Accsys has also continued trialling its acetylation process – which alters timber’s molecular structure to make it less hygroscopic – on more species. A recent result is alder Accoya, giving the species potential new exterior applications.

Tricoya from strength to strength

Meanwhile Tricoya MDF goes from strength to strength. Launched two years ahead of schedule in 2011 in association with Coillte Panel Products, with its product branded Medite Tricoya, 100,000m² has been sold and it has been taken up by leading distributors and stockists. In the UK, these include James Latham, Meyer Timber, DHH and Arnold Laver.

Billed as the highest performance, most water-resistant exterior MDF, Medite Tricoya was described by one stockist at Ecobuild as the product of the future. But, he added, it was so ground-breaking the market was “scratching its head over the perfect use”. That doesn’t concern Mr Clegg, however.

“There isn’t one ideal use, more like 25!” he said. “It’s being used for shop fronts and floors, doorskins and, in the Netherlands, for cash dispenser surrounds. Customers are also making it into giant floor tiles, moulding it and experimenting with various coatings and finishes. We don’t know its limits yet.”

Reinforcing Accsys’s positive outlook is a new long-term supply and collaboration deal with BP for its acetylation chemical, acetic anhydride. “It’s not the sort of thing they do lightly and underlines their confidence in us and our plans,” said Mr Clegg.

The BP deal also ties in with another Accsys ambition now close to fruition; to make Arnhem a “hub at the centre of a number of spokes”, leading not just to manufacturers and distributors, but also licensed Accoya and Tricoya producers worldwide. Part of the BP arrangement is that it will supply licensees and help perfect their acetylation process.

“Another reason we’re trialling other species is also to give licensees options using locally available timber,” said Mr Clegg.

An Accoya licence is expected to be signed soon with a company described as a “€20bn conglomerate”. It would give them 25-year exclusivity for Accoya in Europe. “Once it was in place, Arnhem’s role would be to seed other markets,” said Mr Clegg. “It’s a complex negotiation, but we’re hopeful it will be completed this fiscal year.”

Licensing agreements

Accsys sees licensing arrangements for Tricoya outside the UK, Ireland and Netherlands, where Coillte has exclusivity, potentially working differently. “As well as separate plants producing the fibre, they could be integrated into sheet materials production lines,” he said. “And not just by MDF producers. Tricoya acetylated wood fibre could be a feedstock for other panel types and the fact that, unlike solid wood acetylation, the fibre process is species agnostic, gives still greater flexibility.”
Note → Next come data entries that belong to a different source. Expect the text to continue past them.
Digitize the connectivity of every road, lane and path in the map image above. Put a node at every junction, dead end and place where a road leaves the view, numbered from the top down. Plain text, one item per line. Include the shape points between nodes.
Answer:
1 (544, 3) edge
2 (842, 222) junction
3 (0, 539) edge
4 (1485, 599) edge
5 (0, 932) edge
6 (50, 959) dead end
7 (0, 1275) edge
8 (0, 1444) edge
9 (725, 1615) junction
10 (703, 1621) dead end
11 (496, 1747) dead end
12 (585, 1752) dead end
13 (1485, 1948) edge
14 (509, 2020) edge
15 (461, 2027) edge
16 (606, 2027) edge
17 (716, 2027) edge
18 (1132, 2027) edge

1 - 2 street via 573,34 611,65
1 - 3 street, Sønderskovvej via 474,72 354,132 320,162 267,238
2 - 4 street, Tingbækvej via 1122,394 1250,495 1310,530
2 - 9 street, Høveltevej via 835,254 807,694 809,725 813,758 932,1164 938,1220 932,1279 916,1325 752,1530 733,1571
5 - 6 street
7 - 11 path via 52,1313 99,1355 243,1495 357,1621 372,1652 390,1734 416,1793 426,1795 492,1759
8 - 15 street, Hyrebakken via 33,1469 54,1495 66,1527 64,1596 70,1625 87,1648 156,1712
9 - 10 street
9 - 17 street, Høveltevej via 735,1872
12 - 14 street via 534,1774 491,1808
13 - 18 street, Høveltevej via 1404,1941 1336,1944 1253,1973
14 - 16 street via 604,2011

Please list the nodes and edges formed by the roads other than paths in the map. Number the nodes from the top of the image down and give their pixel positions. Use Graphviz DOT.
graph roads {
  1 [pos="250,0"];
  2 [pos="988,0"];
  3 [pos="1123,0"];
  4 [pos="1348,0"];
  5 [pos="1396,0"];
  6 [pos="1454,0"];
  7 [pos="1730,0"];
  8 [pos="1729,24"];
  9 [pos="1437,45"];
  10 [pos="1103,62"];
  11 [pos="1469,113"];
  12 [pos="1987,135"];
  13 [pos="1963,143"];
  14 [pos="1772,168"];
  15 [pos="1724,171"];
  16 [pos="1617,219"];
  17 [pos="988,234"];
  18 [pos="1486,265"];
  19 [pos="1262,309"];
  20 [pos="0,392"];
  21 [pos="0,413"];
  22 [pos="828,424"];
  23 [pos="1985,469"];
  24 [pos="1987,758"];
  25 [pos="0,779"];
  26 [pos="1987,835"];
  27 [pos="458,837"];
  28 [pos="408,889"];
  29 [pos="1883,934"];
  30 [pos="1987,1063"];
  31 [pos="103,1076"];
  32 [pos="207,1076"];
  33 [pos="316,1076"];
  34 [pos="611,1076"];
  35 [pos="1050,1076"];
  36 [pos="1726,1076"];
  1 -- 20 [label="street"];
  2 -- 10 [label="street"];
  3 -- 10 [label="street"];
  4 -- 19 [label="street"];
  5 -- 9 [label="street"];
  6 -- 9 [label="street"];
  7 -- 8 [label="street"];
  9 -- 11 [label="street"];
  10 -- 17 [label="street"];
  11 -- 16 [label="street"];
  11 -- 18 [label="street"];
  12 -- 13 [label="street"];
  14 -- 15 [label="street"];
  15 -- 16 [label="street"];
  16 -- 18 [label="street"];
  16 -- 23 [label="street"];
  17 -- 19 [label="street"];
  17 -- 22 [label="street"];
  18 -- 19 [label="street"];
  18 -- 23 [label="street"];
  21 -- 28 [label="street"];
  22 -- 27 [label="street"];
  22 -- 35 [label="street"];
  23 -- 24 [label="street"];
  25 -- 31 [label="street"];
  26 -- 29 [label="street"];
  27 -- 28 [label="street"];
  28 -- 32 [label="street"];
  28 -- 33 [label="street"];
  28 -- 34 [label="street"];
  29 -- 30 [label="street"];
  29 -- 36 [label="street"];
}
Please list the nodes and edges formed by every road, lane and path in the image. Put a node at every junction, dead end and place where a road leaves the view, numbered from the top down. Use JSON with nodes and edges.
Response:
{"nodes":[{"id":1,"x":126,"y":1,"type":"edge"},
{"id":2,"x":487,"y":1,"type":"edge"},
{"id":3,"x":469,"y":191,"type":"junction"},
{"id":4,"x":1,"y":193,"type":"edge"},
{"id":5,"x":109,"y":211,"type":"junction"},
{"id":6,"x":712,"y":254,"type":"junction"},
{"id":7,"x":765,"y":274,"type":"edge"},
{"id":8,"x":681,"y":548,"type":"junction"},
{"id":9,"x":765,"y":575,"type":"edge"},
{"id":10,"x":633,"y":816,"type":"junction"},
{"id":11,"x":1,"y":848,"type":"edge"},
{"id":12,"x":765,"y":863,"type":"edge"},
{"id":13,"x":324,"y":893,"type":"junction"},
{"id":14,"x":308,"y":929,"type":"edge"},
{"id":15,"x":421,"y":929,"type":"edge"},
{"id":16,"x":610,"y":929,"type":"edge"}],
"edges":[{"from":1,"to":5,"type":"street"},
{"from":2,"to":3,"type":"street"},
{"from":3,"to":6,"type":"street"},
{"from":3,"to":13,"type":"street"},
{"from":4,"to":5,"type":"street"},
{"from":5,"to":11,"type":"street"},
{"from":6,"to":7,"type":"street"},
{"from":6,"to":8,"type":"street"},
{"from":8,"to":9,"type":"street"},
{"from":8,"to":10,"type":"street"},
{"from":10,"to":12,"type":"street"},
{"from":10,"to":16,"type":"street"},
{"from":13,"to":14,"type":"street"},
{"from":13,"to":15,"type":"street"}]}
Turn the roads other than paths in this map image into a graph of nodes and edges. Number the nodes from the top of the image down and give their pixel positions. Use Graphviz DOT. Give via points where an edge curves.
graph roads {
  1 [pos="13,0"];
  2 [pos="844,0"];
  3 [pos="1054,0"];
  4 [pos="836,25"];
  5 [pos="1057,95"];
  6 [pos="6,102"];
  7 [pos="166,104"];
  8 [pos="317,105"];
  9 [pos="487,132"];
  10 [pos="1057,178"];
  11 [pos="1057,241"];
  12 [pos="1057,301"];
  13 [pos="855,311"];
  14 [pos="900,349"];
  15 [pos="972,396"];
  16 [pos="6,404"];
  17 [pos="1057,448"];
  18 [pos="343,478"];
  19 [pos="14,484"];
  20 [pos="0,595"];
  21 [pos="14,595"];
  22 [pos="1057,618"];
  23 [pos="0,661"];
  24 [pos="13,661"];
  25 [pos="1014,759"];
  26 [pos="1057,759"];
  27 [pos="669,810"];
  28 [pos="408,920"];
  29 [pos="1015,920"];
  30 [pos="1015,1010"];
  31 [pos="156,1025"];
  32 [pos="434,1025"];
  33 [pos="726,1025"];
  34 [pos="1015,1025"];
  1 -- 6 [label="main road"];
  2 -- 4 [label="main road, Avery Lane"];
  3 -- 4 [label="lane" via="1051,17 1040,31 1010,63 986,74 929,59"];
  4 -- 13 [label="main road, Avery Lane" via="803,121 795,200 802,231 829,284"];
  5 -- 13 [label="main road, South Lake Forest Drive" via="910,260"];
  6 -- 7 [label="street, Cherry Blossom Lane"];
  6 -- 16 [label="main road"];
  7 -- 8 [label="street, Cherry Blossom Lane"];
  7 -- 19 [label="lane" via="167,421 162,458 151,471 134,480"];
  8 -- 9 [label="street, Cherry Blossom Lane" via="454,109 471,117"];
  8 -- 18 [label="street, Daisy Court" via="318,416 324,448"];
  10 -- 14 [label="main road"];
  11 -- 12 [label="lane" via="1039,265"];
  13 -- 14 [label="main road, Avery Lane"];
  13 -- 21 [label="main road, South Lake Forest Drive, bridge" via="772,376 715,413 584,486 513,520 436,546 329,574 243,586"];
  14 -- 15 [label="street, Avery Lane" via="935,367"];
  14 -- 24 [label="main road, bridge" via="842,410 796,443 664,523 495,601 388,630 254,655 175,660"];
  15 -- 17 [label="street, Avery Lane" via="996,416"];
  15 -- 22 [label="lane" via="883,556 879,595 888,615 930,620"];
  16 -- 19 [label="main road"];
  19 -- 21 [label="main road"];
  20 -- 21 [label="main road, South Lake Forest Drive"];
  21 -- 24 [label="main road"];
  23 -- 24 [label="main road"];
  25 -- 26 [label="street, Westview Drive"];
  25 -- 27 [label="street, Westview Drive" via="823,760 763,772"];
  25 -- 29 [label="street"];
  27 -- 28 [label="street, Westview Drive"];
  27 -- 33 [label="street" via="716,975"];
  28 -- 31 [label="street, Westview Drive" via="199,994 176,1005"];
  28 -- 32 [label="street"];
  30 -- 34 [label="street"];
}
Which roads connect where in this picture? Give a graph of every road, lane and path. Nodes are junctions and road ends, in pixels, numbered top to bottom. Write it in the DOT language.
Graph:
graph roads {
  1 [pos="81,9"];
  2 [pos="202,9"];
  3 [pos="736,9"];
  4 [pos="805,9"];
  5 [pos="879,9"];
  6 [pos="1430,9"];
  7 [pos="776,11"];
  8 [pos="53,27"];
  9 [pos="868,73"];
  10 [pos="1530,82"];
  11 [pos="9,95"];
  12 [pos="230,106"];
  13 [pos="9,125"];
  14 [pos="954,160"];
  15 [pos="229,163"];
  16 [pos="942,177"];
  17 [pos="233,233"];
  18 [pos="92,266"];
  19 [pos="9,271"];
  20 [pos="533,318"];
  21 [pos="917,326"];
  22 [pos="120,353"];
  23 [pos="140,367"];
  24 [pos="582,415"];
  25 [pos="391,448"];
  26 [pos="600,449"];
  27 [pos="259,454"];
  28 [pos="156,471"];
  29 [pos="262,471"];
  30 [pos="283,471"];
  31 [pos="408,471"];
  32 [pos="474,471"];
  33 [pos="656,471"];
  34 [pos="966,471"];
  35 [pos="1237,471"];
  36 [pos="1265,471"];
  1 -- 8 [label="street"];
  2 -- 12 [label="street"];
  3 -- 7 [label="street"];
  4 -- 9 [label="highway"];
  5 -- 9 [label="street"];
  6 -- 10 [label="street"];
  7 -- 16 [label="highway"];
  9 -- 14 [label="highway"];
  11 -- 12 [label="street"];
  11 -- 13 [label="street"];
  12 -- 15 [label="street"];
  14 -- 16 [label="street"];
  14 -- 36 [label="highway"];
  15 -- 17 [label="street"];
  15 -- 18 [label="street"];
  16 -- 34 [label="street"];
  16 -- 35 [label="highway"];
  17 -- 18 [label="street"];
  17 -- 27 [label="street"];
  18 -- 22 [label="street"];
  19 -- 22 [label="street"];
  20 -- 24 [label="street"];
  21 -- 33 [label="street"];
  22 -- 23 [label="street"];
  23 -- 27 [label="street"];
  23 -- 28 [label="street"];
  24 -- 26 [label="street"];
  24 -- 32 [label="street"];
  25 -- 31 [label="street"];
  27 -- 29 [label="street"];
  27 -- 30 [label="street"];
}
It was announced last week that the first of these new arrangements, to produce 90,000m³ of Tricoya MDF a year for Latin America, had now reached “licence option agreement” stage with an MDF and chipboard manufacturer.

Giving Accsys and its plans added impetus is rising pressure on the timber sector to ensure the sustainability and legality of its material – pressure that will grow in Europe with the introduction of the anti-illegal wood EU Timber Regulation (EUTR) next year.

“The incentive to substitute certain hardwoods with availability, environmental or legality question marks against them exists already and is bound to increase with the EUTR,” said Mr Clegg. “And it perhaps tells a story that the big prosecution under America’s equivalent of the Regulation, the Lacey Act, is Gibson Guitars, and we’re now supplying a UK manufacturer Accoya for his guitar bodies!”

Final confirmation of Mr Clegg’s optimism is his contention that you can now draw parallels between the “path of travel” of modified timber and that of MDF 30 years ago. “It started as an unknown quantity and developing awareness and acceptance took time, education and marketing,” he said. “But it gradually proved its worth and today we wouldn’t be without it.”